**TASK DESCRIPTION:** The data below is to be repeated in full, exactly as shown.

**RECORDS FOR PROCESSING:**

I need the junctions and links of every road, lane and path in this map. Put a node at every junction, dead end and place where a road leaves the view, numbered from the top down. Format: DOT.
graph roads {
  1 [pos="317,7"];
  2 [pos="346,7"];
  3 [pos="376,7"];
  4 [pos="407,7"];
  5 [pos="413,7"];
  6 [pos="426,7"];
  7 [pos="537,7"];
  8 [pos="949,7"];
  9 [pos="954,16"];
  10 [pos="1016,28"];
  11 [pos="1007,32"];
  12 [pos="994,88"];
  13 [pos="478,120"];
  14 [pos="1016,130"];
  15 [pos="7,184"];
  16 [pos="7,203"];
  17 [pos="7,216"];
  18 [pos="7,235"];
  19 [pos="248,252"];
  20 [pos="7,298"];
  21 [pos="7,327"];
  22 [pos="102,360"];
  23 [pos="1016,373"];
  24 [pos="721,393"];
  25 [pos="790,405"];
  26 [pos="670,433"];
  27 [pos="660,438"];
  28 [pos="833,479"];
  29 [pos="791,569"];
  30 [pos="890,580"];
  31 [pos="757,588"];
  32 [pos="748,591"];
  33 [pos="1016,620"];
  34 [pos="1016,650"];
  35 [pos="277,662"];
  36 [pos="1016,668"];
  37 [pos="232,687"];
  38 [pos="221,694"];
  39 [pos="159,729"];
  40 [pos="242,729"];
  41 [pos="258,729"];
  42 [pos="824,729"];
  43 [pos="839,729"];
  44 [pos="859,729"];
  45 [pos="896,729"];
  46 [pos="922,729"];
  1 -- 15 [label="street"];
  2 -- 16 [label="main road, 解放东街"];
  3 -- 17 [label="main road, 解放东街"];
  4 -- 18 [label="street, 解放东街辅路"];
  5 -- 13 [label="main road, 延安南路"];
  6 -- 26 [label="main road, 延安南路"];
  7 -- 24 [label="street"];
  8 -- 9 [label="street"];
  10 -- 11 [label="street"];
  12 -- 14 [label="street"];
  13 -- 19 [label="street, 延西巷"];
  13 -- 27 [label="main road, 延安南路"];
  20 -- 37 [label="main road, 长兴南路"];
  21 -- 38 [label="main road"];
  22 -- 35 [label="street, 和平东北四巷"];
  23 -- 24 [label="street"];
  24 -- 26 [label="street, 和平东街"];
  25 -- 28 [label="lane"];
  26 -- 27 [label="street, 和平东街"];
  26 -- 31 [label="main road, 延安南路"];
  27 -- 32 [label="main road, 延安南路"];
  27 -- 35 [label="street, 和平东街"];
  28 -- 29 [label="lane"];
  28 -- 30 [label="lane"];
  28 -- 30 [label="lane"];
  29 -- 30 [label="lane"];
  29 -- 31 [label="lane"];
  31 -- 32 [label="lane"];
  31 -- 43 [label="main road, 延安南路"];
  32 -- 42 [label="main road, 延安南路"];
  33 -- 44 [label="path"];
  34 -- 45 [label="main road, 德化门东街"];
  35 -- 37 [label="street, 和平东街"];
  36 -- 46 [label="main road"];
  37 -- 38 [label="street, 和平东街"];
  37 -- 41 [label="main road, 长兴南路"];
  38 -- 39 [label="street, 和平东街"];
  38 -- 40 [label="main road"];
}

**YOUR SOLUTION:**
I need the junctions and links of every road, lane and path in this map. Put a node at every junction, dead end and place where a road leaves the view, numbered from the top down. Format: DOT.
graph roads {
  1 [pos="317,7"];
  2 [pos="346,7"];
  3 [pos="376,7"];
  4 [pos="407,7"];
  5 [pos="413,7"];
  6 [pos="426,7"];
  7 [pos="537,7"];
  8 [pos="949,7"];
  9 [pos="954,16"];
  10 [pos="1016,28"];
  11 [pos="1007,32"];
  12 [pos="994,88"];
  13 [pos="478,120"];
  14 [pos="1016,130"];
  15 [pos="7,184"];
  16 [pos="7,203"];
  17 [pos="7,216"];
  18 [pos="7,235"];
  19 [pos="248,252"];
  20 [pos="7,298"];
  21 [pos="7,327"];
  22 [pos="102,360"];
  23 [pos="1016,373"];
  24 [pos="721,393"];
  25 [pos="790,405"];
  26 [pos="670,433"];
  27 [pos="660,438"];
  28 [pos="833,479"];
  29 [pos="791,569"];
  30 [pos="890,580"];
  31 [pos="757,588"];
  32 [pos="748,591"];
  33 [pos="1016,620"];
  34 [pos="1016,650"];
  35 [pos="277,662"];
  36 [pos="1016,668"];
  37 [pos="232,687"];
  38 [pos="221,694"];
  39 [pos="159,729"];
  40 [pos="242,729"];
  41 [pos="258,729"];
  42 [pos="824,729"];
  43 [pos="839,729"];
  44 [pos="859,729"];
  45 [pos="896,729"];
  46 [pos="922,729"];
  1 -- 15 [label="street"];
  2 -- 16 [label="main road, 解放东街"];
  3 -- 17 [label="main road, 解放东街"];
  4 -- 18 [label="street, 解放东街辅路"];
  5 -- 13 [label="main road, 延安南路"];
  6 -- 26 [label="main road, 延安南路"];
  7 -- 24 [label="street"];
  8 -- 9 [label="street"];
  10 -- 11 [label="street"];
  12 -- 14 [label="street"];
  13 -- 19 [label="street, 延西巷"];
  13 -- 27 [label="main road, 延安南路"];
  20 -- 37 [label="main road, 长兴南路"];
  21 -- 38 [label="main road"];
  22 -- 35 [label="street, 和平东北四巷"];
  23 -- 24 [label="street"];
  24 -- 26 [label="street, 和平东街"];
  25 -- 28 [label="lane"];
  26 -- 27 [label="street, 和平东街"];
  26 -- 31 [label="main road, 延安南路"];
  27 -- 32 [label="main road, 延安南路"];
  27 -- 35 [label="street, 和平东街"];
  28 -- 29 [label="lane"];
  28 -- 30 [label="lane"];
  28 -- 30 [label="lane"];
  29 -- 30 [label="lane"];
  29 -- 31 [label="lane"];
  31 -- 32 [label="lane"];
  31 -- 43 [label="main road, 延安南路"];
  32 -- 42 [label="main road, 延安南路"];
  33 -- 44 [label="path"];
  34 -- 45 [label="main road, 德化门东街"];
  35 -- 37 [label="street, 和平东街"];
  36 -- 46 [label="main road"];
  37 -- 38 [label="street, 和平东街"];
  37 -- 41 [label="main road, 长兴南路"];
  38 -- 39 [label="street, 和平东街"];
  38 -- 40 [label="main road"];
}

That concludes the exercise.